The Grotto was packed for a Thursday evening, and Dorothy Gladys Drake actually got along fine with Liz—especially after her second Chablis.

“So what do you think of Mr. Baseball Usher here?”
“Oh…I guess he’s okay by me,” said Liz. She tickled my leg beneath the table.
“Yeah, he’s a good son. Make a good darn good father, too.”
“Mom, stop…”
“I’m only saying. I know the qualities. George sure had them, bless his soul. Would do anything for his boy…”

Her voice tailed off, and she polished off her wine to fill the gap.

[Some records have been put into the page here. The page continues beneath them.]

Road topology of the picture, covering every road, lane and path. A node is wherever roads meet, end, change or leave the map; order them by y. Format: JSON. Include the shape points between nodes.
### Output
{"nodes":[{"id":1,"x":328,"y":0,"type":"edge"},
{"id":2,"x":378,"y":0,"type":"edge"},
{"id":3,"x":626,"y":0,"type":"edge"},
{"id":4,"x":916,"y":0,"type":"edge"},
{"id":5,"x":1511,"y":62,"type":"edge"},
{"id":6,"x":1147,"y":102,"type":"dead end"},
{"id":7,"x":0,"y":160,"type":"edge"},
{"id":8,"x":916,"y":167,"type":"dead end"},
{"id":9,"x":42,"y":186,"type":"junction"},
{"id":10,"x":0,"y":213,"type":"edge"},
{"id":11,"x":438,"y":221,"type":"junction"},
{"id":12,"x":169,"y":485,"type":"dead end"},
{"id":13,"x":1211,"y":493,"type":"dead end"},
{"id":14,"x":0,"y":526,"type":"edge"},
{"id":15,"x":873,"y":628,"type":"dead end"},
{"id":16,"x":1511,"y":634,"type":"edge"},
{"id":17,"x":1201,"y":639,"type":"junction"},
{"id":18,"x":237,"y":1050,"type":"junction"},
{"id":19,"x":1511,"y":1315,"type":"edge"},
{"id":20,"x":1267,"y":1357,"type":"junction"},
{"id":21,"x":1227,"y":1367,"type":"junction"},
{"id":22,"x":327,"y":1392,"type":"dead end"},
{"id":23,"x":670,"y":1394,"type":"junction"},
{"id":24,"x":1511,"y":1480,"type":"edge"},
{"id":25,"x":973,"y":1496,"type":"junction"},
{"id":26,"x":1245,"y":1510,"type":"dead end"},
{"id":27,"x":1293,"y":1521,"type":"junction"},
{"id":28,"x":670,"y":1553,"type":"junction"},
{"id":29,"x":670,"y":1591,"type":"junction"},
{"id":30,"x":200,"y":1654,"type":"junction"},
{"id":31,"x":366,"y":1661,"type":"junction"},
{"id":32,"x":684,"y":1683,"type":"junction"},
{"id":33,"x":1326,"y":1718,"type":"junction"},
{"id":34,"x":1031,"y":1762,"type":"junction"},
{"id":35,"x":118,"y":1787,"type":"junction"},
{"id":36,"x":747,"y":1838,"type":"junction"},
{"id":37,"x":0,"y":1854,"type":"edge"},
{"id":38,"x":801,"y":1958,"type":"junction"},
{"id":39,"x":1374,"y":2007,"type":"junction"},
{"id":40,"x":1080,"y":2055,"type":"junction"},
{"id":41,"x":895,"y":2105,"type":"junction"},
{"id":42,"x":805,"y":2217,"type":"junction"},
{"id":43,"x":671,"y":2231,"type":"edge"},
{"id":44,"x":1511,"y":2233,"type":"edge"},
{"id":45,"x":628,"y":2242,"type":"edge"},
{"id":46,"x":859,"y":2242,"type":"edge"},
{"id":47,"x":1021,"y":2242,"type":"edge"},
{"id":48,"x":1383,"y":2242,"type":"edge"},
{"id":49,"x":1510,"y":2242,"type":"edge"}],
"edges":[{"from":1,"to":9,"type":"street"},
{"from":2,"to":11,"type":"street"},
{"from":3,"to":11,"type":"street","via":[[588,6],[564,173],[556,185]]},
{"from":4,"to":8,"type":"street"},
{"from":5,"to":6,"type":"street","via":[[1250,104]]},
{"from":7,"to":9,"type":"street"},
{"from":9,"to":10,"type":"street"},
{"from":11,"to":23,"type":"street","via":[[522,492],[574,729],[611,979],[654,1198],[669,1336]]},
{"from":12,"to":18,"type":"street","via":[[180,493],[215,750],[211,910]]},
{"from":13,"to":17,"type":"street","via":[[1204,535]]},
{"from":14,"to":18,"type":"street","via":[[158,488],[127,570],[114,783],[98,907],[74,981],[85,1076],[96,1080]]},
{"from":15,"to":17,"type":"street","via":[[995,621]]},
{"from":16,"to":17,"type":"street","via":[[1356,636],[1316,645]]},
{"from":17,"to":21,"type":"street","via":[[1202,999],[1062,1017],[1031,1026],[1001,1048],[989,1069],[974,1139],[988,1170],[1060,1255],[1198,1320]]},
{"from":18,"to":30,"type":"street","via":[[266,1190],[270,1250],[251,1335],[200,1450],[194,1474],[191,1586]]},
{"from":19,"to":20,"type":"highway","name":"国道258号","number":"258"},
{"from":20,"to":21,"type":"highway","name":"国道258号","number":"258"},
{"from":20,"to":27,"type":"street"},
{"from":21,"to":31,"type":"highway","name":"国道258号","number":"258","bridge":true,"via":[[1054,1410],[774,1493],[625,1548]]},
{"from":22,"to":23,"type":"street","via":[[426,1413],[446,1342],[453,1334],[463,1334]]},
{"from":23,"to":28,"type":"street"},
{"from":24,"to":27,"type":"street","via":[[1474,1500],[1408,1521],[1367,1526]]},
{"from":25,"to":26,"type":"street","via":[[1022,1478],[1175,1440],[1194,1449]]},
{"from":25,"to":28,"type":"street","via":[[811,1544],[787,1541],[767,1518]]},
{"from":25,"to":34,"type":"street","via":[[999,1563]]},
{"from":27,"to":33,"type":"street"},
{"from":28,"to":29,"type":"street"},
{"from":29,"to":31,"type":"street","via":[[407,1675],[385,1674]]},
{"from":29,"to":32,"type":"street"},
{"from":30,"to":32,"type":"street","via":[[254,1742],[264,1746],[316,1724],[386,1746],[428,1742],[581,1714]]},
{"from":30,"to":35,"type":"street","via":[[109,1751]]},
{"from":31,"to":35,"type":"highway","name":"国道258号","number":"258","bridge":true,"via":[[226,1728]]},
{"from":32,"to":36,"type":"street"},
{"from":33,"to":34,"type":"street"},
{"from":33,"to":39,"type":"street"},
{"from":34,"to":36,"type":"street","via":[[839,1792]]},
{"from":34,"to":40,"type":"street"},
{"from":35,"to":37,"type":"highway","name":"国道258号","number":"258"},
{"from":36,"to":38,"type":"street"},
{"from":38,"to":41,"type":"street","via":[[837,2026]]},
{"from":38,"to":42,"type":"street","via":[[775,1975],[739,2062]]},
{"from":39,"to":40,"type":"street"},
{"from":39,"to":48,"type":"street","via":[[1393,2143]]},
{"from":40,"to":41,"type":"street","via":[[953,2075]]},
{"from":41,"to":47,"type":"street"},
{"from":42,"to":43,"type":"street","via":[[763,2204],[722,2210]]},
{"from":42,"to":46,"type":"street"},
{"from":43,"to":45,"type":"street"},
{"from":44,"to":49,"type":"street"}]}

Caught the waiter’s eye to signal for a fresh glass.

“Spent every dime we had on that silly camp…”
“Camp?” asked Liz.
My mother paused. Shook her head violently, like a giant twitch. “Shut up, Dorothy…”
“You were saying—”
“Oh you know. Sleepaway camp. How’s your chicken marsala, dear?”
“Just fine…How’s your dinner, Snap?”
“Good enough.”
“Still got that headache?”
“The beer helps.”
“Oh, you’ll be right as a rainstorm tomorrow,” said my mother without thinking. Her trademark.
“What makes you think so?”
“I’m your mother, remember? Known you for a while. Heck, every time you blacked out you were always good as new the next day.”

It was too late. Mom was cursing herself again and Liz was staring at me.

“You used to black out?”
“Yeah. Fainting spells of some kind when I was a teenager. Not too often.”
“We had a GREAT doctor. Jerry Donaldson. A real cutie pie. Married three times but he knew his stuff so you couldn’t hold it against him. Remember Dr. Donaldson, Milton?”

My mind sharpened for a second. But it wasn’t on the name you’d think.

“Milton! Did you hear me?”
“He never said that…”
“Huh?? Who never said what?”

I looked at Liz, suddenly tongue-tied. She was as baffled as my mother. The traditional slice of chocolate bundt birthday cake arrived on the table, complete with lit candle. Liz and I managed to sing a soft rendition of “Happy Birthday”, and as Dorothy Drake wobbly rose to blow out the candle, I gazed at the flame as if it were a miniature light bulb that just switched on in my brain. The nagging thing that was bothering me was nagging no more.

At the FBI office the other day, the X-Man never called me Milton. Not even once.


PHI 002 000 100 – 3 7 2
S.F. 011 100 001 – 4 7 1
W-Jones L-Sanford HR: Schmidt GWRBI-Schmidt
Gomez is real shaky, but gets out of enough jams to give us a chance to take the lead on a passed ball in the 3rd, and win it on a Bob Schmidt dinger off Sanford with one out in the 9th. Taking two out of three against these pains in the posterior, especially with the Braves idle, is a real boost. Now we get the Bucs for the weekend before starting our next long trip.

PIT 011 100 000 – 3 10 0
L.A. 100 010 000 – 2  7 0
W-Friend L-Drysdale GWRBI-Kluszewski
Although it’s pretty clear the Bucs are playing much better. Three triples, two from Bill Virdon, do in not-so-dandy Don and the Dodgers, who drop back to .500.

CIN 000 000 301 – 4 9 0
CHI 020 000 000 – 2 3 1
W-Purkey L-Drabowsky HRS: Dropo, Moryn GWRBI-Dropo
Huge 3-run shot by Walt Dropo in the 7th shocks the Cubs, who do nothing with Bob Purkey after the 2nd inning.

DET 000 103 000 – 4 11 2
NYY 100 000 000 – 1 8 1
W-Foytack L-Shantz SV-Wehmeier HR: Siebern GWRBI-Bertoia
The Tigers salvage the finale behind a great outing from Foytack and even greater relief from Herm Wehmeier, who bails them out of a bases loaded pickle in the 8th by retiring Bauer.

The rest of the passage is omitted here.